In [3]:
import os
# Set JAVA_HOME to Java 17 which is already installed.
os.environ["JAVA_HOME"] = "/usr/lib/jvm/java-17-openjdk-amd64"
os.environ["PATH"] += os.pathsep + os.path.join(os.environ["JAVA_HOME"], "bin")

#Install the required libraries
!pip install pyspark
# Initialize a Spark session
from pyspark.sql import SparkSession

# Stop any existing Spark session to ensure new configurations take effect
if 'spark' in locals() and spark is not None:
    spark.stop()

spark = (
    SparkSession.builder
    .appName("04_clustering_and_anomaly_pyspark")
    .master("local[*]")
    .config("spark.driver.memory", "6g")
    .config("spark.executor.memory", "6g")
    .config("spark.sql.shuffle.partitions", "8")
    .getOrCreate()
)
spark.sparkContext.setLogLevel("WARN")




In [4]:
import os
import argparse
from pyspark.sql import SparkSession
from pyspark.ml.clustering import KMeans
from pyspark.ml.evaluation import ClusteringEvaluator
from pyspark.ml.feature import VectorAssembler
import pyspark.sql.functions as F

parser = argparse.ArgumentParser()
parser.add_argument("--featured_parquet", default="/content/data/featured.paraquet")
parser.add_argument("--out_dir", default="/content/results")
parser.add_argument("--k", type=int, default=5)
parser.add_argument("--sample_fraction_for_anomaly", type=float, default=0.05)

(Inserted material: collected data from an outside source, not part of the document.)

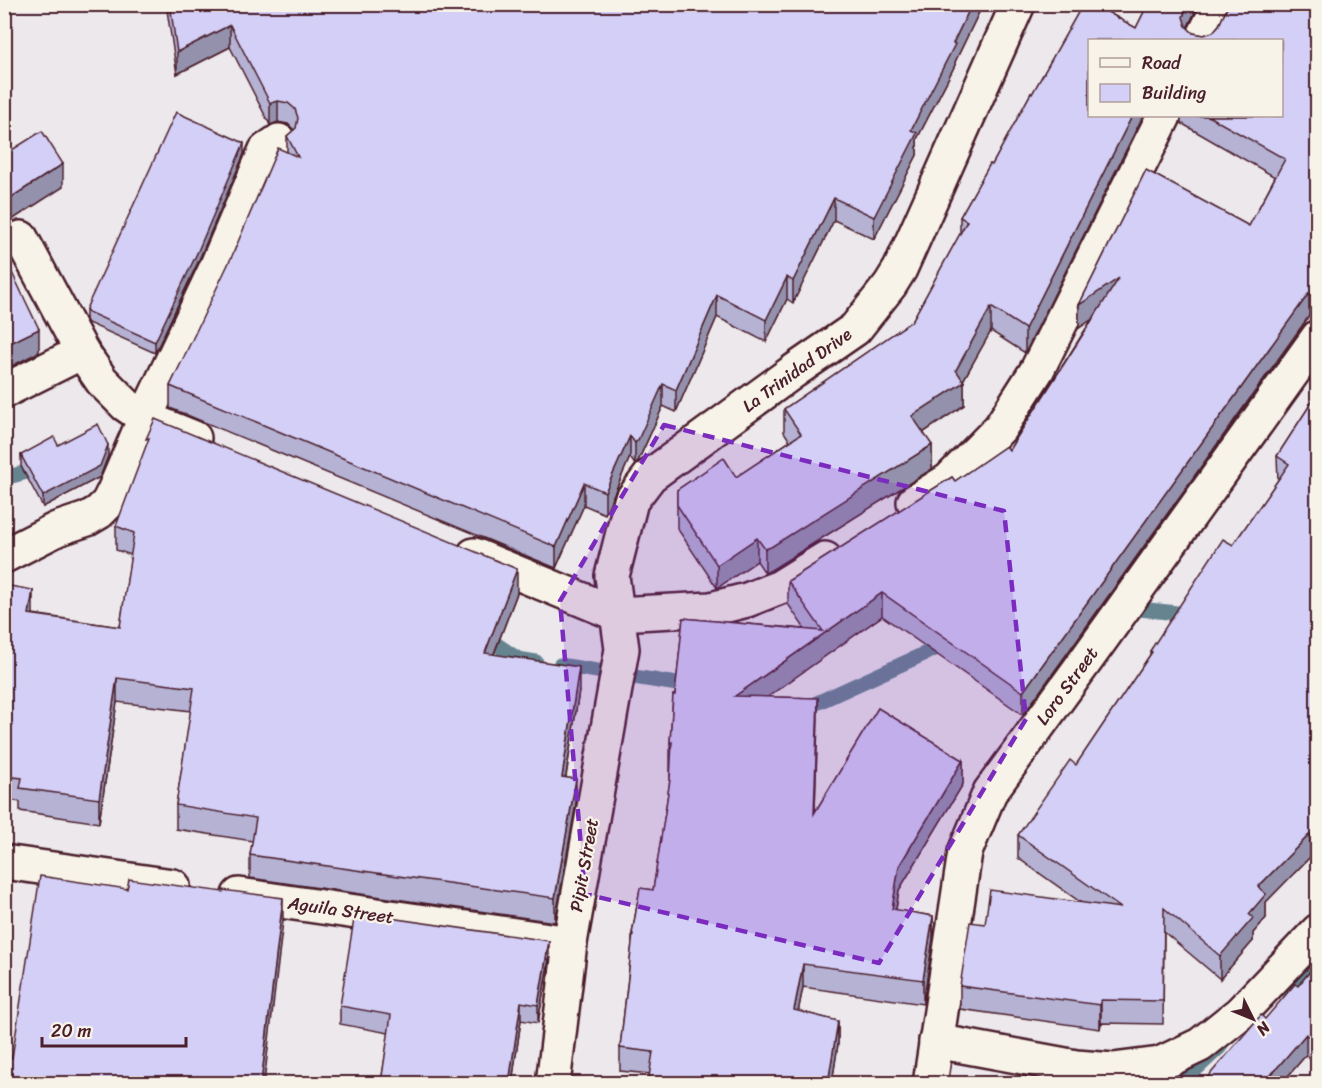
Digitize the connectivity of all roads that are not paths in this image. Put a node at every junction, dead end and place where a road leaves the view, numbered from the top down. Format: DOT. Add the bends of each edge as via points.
graph roads {
  1 [pos="1018,4"];
  2 [pos="1220,4"];
  3 [pos="1202,39"];
  4 [pos="1164,117"];
  5 [pos="279,141"];
  6 [pos="21,238"];
  7 [pos="1317,337"];
  8 [pos="82,352"];
  9 [pos="4,391"];
  10 [pos="146,418"];
  11 [pos="222,450"];
  12 [pos="889,518"];
  13 [pos="850,543"];
  14 [pos="453,546"];
  15 [pos="4,556"];
  16 [pos="617,614"];
  17 [pos="622,649"];
  18 [pos="4,862"];
  19 [pos="1317,931"];
  20 [pos="570,942"];
  21 [pos="936,1041"];
  22 [pos="553,1083"];
  23 [pos="930,1083"];
  1 -- 16 [label="street, La Trinidad Drive" via="890,285 855,328 650,476 632,501 612,576"];
  2 -- 3 [label="street"];
  4 -- 12 [label="street" via="1037,370 999,428 949,480"];
  5 -- 10 [label="street" via="266,150"];
  6 -- 8 [label="street"];
  7 -- 21 [label="street, Loro Street" via="990,792 965,852"];
  8 -- 9 [label="street"];
  8 -- 10 [label="street" via="102,381"];
  10 -- 11 [label="street"];
  10 -- 15 [label="street" via="114,491 99,512"];
  13 -- 16 [label="street" via="780,587 747,600 711,609"];
  14 -- 16 [label="street"];
  16 -- 17 [label="street, La Trinidad Drive"];
  17 -- 20 [label="street, Pipit Street"];
  18 -- 20 [label="street, Aguila Street"];
  19 -- 21 [label="street" via="1240,1013 1200,1045 1160,1064 1113,1070 1076,1067"];
  20 -- 22 [label="street, Pipit Street"];
  21 -- 23 [label="street, Loro Street"];
}
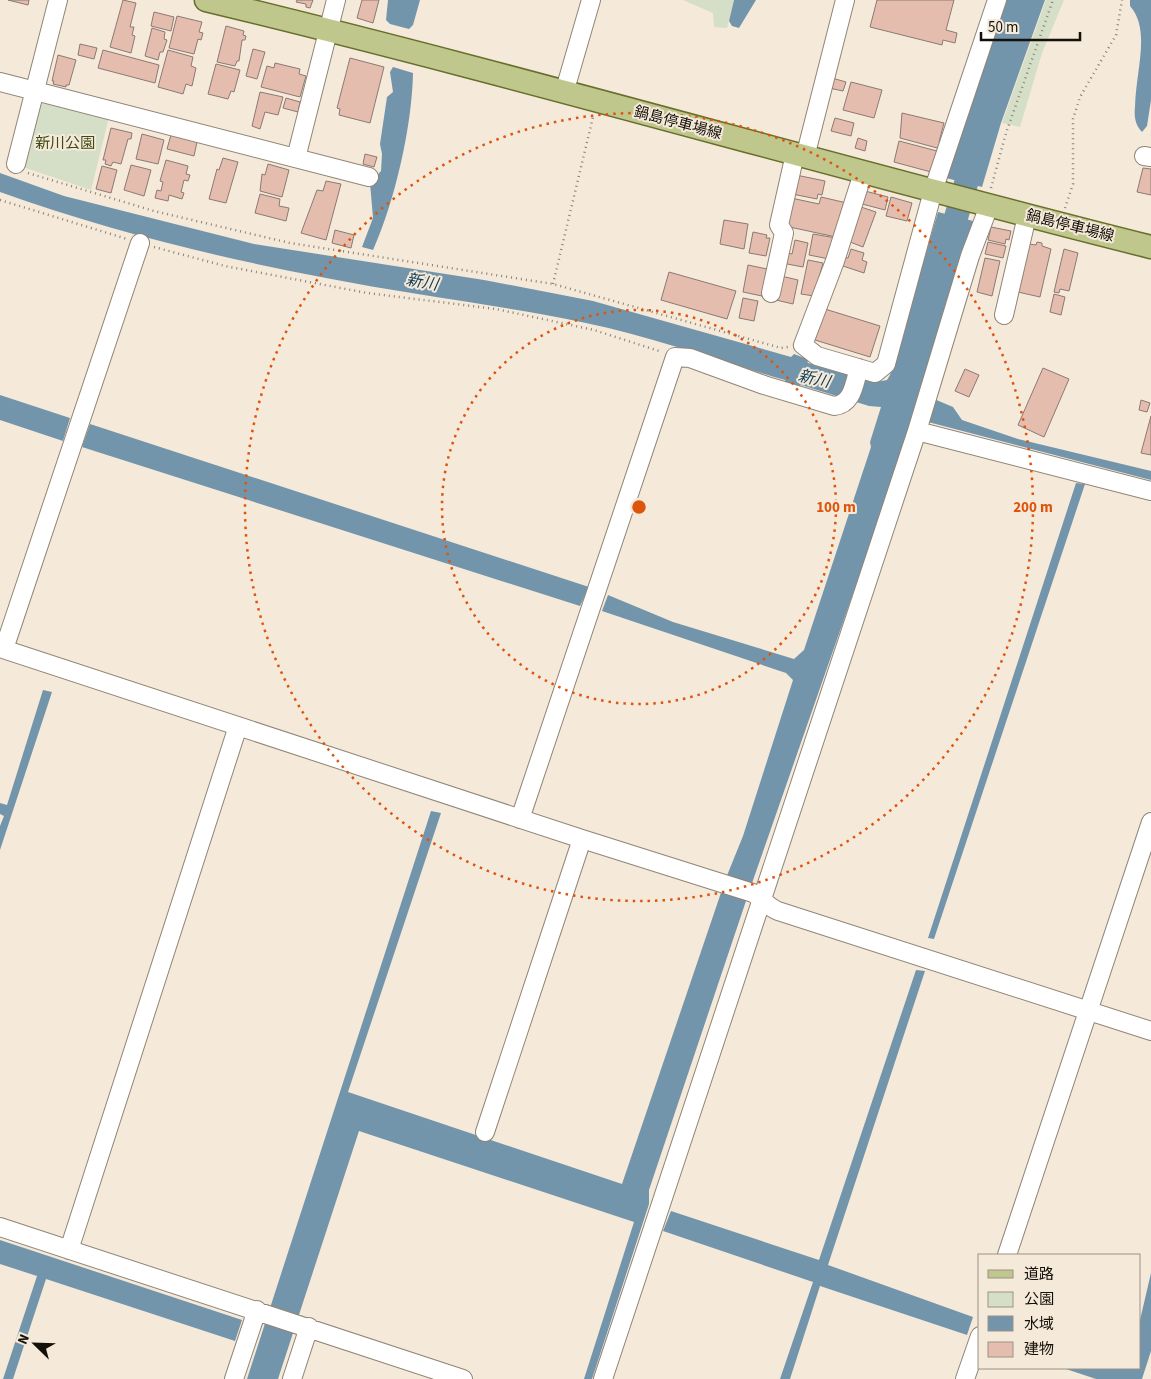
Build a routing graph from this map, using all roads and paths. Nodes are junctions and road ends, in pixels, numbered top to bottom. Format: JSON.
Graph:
{"nodes":[{"id":1,"x":58,"y":0,"type":"edge"},
{"id":2,"x":206,"y":0,"type":"edge"},
{"id":3,"x":336,"y":0,"type":"edge"},
{"id":4,"x":591,"y":0,"type":"edge"},
{"id":5,"x":845,"y":0,"type":"edge"},
{"id":6,"x":997,"y":0,"type":"edge"},
{"id":7,"x":1054,"y":0,"type":"edge"},
{"id":8,"x":1122,"y":0,"type":"edge"},
{"id":9,"x":328,"y":30,"type":"junction"},
{"id":10,"x":0,"y":82,"type":"edge"},
{"id":11,"x":34,"y":91,"type":"junction"},
{"id":12,"x":564,"y":93,"type":"junction"},
{"id":13,"x":597,"y":102,"type":"junction"},
{"id":14,"x":800,"y":156,"type":"junction"},
{"id":15,"x":296,"y":158,"type":"junction"},
{"id":16,"x":19,"y":168,"type":"joint"},
{"id":17,"x":863,"y":173,"type":"junction"},
{"id":18,"x":369,"y":177,"type":"dead end"},
{"id":19,"x":934,"y":191,"type":"junction"},
{"id":20,"x":0,"y":200,"type":"edge"},
{"id":21,"x":989,"y":206,"type":"junction"},
{"id":22,"x":1027,"y":216,"type":"junction"},
{"id":23,"x":1059,"y":224,"type":"junction"},
{"id":24,"x":140,"y":243,"type":"junction"},
{"id":25,"x":1151,"y":247,"type":"edge"},
{"id":26,"x":553,"y":284,"type":"junction"},
{"id":27,"x":771,"y":293,"type":"dead end"},
{"id":28,"x":1004,"y":315,"type":"dead end"},
{"id":29,"x":803,"y":345,"type":"junction"},
{"id":30,"x":675,"y":357,"type":"junction"},
{"id":31,"x":858,"y":371,"type":"junction"},
{"id":32,"x":917,"y":431,"type":"junction"},
{"id":33,"x":1151,"y":491,"type":"edge"},
{"id":34,"x":2,"y":648,"type":"edge"},
{"id":35,"x":236,"y":734,"type":"junction"},
{"id":36,"x":520,"y":819,"type":"junction"},
{"id":37,"x":1151,"y":822,"type":"edge"},
{"id":38,"x":580,"y":844,"type":"junction"},
{"id":39,"x":758,"y":896,"type":"junction"},
{"id":40,"x":1090,"y":1005,"type":"junction"},
{"id":41,"x":1151,"y":1031,"type":"edge"},
{"id":42,"x":485,"y":1132,"type":"dead end"},
{"id":43,"x":0,"y":1227,"type":"edge"},
{"id":44,"x":68,"y":1250,"type":"junction"},
{"id":45,"x":1007,"y":1254,"type":"edge"},
{"id":46,"x":261,"y":1312,"type":"junction"},
{"id":47,"x":306,"y":1326,"type":"junction"},
{"id":48,"x":978,"y":1342,"type":"edge"},
{"id":49,"x":234,"y":1379,"type":"edge"},
{"id":50,"x":292,"y":1379,"type":"edge"},
{"id":51,"x":462,"y":1379,"type":"edge"},
{"id":52,"x":603,"y":1379,"type":"edge"},
{"id":53,"x":965,"y":1379,"type":"edge"}],
"edges":[{"from":1,"to":11,"type":"street"},
{"from":2,"to":9,"type":"main road","name":"鍋島停車場線"},
{"from":3,"to":9,"type":"street"},
{"from":4,"to":12,"type":"street"},
{"from":5,"to":14,"type":"street"},
{"from":6,"to":19,"type":"street"},
{"from":7,"to":21,"type":"path"},
{"from":8,"to":23,"type":"path"},
{"from":9,"to":12,"type":"main road","name":"鍋島停車場線"},
{"from":9,"to":15,"type":"street"},
{"from":10,"to":11,"type":"street"},
{"from":11,"to":15,"type":"street"},
{"from":11,"to":16,"type":"street"},
{"from":12,"to":13,"type":"main road","name":"鍋島停車場線"},
{"from":13,"to":14,"type":"main road","name":"鍋島停車場線"},
{"from":13,"to":26,"type":"path"},
{"from":14,"to":17,"type":"main road","name":"鍋島停車場線"},
{"from":14,"to":27,"type":"street"},
{"from":15,"to":18,"type":"street"},
{"from":16,"to":26,"type":"path"},
{"from":17,"to":19,"type":"main road","name":"鍋島停車場線"},
{"from":17,"to":29,"type":"street"},
{"from":19,"to":21,"type":"main road","name":"鍋島停車場線"},
{"from":19,"to":31,"type":"street"},
{"from":20,"to":24,"type":"path"},
{"from":21,"to":22,"type":"main road","name":"鍋島停車場線"},
{"from":21,"to":32,"type":"street"},
{"from":22,"to":23,"type":"main road","name":"鍋島停車場線"},
{"from":22,"to":28,"type":"street"},
{"from":23,"to":25,"type":"main road","name":"鍋島停車場線"},
{"from":24,"to":30,"type":"path"},
{"from":24,"to":34,"type":"street"},
{"from":26,"to":29,"type":"path"},
{"from":29,"to":31,"type":"street"},
{"from":30,"to":31,"type":"street"},
{"from":30,"to":36,"type":"street"},
{"from":32,"to":33,"type":"street"},
{"from":32,"to":39,"type":"street"},
{"from":34,"to":35,"type":"street"},
{"from":35,"to":36,"type":"street"},
{"from":35,"to":44,"type":"street"},
{"from":36,"to":38,"type":"street"},
{"from":37,"to":40,"type":"street"},
{"from":38,"to":39,"type":"street"},
{"from":38,"to":42,"type":"street"},
{"from":39,"to":40,"type":"street"},
{"from":39,"to":52,"type":"street"},
{"from":40,"to":41,"type":"street"},
{"from":40,"to":45,"type":"street"},
{"from":43,"to":44,"type":"street"},
{"from":44,"to":46,"type":"street"},
{"from":46,"to":47,"type":"street"},
{"from":46,"to":49,"type":"street"},
{"from":47,"to":50,"type":"street"},
{"from":47,"to":51,"type":"street"},
{"from":48,"to":53,"type":"street"}]}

args = parser.parse_args(args=[])

In [5]:
df = spark.read.parquet(args.featured_parquet)
df = df.filter(F.col("features").isNotNull()).cache()
print("Loaded features count:", df.count())

Loaded features count: 2499784


In [11]:
from pyspark.ml.functions import vector_to_array
from pyspark.sql import functions as F

df_clean = (
    df
    .withColumn("features_arr", vector_to_array("features"))
    .filter(
        ~F.exists("features_arr", lambda x: F.isnan(x))
    )
    .drop("features_arr")
)


In [12]:
from pyspark.ml.functions import array_to_vector

df_fixed = df.withColumn(
    "features",
    array_to_vector(
        F.transform(
            vector_to_array("features"),
            lambda x: F.when(F.isnan(x), F.lit(0.0)).otherwise(x)
        )
    )
)


In [13]:
kmeans = KMeans(
    k=args.k,
    featuresCol="features",
    seed=42,
    maxIter=20
)

km_model = kmeans.fit(df_fixed)


In [16]:
from pyspark.sql.functions import col
from pyspark.ml.linalg import VectorUDT
from pyspark.sql.functions import udf
import math

def has_nan_or_inf(v):
    return any(math.isnan(x) or math.isinf(x) for x in v)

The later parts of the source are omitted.